Task requirements: Please filter the entries and return only the lines that include "CEARÁ".

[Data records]
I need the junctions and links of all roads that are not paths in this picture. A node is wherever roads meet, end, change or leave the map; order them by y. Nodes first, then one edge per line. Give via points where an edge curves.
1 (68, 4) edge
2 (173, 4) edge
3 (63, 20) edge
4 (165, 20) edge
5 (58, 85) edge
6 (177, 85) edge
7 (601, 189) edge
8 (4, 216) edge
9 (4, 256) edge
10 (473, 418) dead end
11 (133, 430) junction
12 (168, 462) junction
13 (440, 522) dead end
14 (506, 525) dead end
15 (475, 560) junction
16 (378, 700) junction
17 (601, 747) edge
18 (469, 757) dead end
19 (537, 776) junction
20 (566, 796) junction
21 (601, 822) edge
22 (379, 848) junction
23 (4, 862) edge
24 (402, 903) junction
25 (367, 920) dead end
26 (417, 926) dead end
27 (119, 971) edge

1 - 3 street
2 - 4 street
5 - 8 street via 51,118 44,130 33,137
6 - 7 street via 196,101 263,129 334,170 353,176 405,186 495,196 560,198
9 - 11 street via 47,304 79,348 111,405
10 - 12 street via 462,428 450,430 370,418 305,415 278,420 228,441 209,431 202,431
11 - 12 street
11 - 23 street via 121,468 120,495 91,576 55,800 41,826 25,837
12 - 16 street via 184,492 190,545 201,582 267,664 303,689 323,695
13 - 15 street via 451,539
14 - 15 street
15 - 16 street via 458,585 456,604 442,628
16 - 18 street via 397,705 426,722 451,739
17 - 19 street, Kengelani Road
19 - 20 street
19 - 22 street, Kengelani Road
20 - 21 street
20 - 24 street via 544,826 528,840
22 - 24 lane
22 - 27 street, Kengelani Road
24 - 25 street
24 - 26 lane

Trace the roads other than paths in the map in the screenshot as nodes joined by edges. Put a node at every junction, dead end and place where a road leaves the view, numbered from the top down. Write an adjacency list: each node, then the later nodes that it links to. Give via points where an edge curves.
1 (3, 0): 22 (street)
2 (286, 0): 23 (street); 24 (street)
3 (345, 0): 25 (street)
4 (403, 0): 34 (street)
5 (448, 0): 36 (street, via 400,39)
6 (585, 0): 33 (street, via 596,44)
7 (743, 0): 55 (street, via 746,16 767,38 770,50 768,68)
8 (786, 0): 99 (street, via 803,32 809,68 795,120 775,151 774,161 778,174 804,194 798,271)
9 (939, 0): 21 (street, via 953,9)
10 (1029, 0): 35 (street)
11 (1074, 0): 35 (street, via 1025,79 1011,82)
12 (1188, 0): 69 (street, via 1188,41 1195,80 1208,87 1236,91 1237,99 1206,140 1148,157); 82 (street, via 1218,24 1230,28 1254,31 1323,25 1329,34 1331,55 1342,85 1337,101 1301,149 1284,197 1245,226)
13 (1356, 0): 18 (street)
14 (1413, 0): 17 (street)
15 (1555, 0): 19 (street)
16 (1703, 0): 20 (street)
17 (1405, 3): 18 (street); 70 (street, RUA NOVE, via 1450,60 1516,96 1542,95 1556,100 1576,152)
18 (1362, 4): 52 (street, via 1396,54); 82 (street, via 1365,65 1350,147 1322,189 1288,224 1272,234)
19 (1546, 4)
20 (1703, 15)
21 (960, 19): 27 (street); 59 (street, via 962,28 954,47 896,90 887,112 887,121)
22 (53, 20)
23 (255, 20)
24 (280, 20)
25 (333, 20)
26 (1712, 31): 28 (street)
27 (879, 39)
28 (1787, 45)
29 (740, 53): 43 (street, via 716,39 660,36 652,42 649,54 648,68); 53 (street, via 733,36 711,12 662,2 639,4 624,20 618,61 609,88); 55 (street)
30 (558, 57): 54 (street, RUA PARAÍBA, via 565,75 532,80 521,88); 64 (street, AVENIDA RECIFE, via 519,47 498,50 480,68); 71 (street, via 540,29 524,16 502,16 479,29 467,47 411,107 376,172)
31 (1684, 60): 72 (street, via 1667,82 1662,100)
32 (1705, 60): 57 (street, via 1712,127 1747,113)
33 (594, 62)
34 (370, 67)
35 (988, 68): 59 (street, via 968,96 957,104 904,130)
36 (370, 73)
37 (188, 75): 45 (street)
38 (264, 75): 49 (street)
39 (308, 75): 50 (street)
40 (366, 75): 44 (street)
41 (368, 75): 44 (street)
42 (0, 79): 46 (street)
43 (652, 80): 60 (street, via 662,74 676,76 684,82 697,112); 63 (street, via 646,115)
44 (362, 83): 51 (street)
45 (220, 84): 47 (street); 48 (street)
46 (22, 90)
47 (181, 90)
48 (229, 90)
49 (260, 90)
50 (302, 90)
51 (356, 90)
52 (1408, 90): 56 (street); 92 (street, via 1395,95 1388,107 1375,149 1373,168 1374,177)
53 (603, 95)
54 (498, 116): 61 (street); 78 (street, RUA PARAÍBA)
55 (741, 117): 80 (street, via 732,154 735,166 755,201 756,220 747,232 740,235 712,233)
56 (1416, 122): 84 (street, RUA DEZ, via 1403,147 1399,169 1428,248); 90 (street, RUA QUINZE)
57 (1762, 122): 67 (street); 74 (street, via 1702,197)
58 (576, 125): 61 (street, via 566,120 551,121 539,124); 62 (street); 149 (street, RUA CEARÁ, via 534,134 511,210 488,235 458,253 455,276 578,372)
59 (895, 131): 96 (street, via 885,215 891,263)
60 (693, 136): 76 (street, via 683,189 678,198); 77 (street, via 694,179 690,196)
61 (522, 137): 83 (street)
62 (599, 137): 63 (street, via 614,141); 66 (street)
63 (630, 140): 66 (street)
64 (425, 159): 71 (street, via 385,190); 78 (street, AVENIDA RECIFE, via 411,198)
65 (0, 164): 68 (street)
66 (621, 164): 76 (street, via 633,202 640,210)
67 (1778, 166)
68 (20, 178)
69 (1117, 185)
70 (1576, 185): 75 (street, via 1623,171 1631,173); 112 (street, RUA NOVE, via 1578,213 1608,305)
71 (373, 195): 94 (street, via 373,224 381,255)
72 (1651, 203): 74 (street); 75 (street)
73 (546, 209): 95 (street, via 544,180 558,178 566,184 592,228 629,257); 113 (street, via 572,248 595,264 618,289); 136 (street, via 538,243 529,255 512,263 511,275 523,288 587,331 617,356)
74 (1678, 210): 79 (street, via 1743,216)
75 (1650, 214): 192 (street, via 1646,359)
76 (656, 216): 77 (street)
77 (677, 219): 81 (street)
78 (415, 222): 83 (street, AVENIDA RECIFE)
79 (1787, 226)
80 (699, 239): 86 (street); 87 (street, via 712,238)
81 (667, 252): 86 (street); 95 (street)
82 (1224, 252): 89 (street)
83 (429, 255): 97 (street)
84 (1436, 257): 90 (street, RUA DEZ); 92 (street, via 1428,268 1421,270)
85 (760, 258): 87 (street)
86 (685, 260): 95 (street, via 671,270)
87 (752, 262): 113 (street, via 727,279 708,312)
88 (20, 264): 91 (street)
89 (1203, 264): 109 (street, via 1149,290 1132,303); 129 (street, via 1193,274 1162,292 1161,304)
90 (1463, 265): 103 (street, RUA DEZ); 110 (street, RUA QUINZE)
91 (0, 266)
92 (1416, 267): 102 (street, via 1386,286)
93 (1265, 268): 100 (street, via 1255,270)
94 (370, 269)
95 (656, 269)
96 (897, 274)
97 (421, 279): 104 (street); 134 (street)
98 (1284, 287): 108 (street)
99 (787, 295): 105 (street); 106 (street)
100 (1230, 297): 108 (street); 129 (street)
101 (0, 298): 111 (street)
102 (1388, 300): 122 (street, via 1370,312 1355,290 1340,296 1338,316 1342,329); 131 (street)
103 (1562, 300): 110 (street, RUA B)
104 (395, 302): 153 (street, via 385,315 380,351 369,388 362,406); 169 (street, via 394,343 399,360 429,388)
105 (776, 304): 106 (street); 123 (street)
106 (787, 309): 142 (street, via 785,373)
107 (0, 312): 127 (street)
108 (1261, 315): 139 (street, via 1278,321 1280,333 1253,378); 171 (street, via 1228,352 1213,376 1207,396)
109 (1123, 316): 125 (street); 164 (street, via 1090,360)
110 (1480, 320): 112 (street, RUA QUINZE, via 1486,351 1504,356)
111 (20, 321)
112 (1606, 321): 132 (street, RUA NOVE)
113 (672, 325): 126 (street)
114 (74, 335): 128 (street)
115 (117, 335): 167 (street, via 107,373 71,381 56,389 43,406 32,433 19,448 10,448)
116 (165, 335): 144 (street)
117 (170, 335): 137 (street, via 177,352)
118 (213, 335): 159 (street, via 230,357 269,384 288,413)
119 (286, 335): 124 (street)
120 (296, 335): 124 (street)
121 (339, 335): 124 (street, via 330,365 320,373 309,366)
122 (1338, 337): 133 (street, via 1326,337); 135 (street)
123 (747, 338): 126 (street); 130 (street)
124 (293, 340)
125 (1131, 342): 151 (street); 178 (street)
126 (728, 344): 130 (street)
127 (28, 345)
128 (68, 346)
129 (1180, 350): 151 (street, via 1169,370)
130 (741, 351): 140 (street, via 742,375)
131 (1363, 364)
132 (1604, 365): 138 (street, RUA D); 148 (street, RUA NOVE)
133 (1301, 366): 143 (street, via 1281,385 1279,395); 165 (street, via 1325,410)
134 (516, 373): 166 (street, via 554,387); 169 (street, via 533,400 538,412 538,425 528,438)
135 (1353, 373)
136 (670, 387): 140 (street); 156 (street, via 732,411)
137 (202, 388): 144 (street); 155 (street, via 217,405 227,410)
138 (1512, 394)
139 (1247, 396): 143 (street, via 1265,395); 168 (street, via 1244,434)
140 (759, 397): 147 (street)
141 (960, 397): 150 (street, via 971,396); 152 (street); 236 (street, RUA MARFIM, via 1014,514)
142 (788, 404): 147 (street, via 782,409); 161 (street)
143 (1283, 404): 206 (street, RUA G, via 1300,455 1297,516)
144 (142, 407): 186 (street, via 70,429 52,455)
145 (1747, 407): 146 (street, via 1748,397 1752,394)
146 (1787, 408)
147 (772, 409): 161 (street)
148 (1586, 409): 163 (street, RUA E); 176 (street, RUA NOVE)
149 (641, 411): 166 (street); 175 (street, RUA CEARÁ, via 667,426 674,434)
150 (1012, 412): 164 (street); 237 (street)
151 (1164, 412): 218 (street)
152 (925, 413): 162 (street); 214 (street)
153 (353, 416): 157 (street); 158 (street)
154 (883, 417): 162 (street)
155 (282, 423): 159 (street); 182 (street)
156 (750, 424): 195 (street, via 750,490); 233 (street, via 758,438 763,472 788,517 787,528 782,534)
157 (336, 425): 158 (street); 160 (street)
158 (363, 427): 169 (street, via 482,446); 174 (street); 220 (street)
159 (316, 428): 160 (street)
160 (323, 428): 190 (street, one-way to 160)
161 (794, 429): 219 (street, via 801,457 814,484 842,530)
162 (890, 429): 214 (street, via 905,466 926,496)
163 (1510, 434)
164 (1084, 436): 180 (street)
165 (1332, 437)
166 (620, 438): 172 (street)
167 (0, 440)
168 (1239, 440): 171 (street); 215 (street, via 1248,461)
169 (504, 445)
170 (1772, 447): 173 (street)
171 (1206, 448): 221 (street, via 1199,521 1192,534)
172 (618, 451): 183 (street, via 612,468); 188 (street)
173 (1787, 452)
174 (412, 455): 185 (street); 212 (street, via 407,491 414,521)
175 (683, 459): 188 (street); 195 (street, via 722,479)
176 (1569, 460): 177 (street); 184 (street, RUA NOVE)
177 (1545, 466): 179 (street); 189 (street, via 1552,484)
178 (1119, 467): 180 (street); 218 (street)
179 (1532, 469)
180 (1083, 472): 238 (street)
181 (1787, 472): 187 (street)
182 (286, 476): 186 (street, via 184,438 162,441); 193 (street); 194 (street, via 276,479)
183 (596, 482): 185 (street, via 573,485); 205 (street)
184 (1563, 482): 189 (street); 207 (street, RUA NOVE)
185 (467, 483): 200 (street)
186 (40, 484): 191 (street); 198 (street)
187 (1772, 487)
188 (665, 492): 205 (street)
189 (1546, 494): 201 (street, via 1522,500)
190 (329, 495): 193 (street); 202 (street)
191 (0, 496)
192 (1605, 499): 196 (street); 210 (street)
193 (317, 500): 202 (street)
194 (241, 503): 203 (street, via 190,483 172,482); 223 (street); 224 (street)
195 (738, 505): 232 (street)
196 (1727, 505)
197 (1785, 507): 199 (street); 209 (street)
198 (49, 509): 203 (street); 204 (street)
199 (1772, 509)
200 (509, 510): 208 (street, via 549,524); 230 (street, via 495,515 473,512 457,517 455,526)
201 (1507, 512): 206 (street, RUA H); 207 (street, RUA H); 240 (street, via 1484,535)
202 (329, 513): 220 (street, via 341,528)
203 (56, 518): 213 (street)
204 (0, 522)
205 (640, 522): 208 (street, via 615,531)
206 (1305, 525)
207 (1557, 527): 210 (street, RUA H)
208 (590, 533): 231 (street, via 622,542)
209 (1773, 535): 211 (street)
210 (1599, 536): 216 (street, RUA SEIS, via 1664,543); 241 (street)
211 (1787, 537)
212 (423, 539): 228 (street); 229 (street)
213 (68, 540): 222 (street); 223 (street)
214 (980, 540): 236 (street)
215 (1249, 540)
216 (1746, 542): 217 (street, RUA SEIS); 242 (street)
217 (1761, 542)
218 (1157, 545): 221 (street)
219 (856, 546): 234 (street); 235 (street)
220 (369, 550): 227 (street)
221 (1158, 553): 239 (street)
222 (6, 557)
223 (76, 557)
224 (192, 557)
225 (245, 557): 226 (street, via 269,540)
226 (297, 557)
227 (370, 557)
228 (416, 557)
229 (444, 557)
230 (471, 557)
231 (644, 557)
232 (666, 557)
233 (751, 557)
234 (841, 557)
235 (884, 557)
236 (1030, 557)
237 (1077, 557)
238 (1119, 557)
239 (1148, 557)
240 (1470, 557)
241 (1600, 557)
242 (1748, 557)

Your solution:
58 (576, 125): 61 (street, via 566,120 551,121 539,124); 62 (street); 149 (street, RUA CEARÁ, via 534,134 511,210 488,235 458,253 455,276 578,372)
149 (641, 411): 166 (street); 175 (street, RUA CEARÁ, via 667,426 674,434)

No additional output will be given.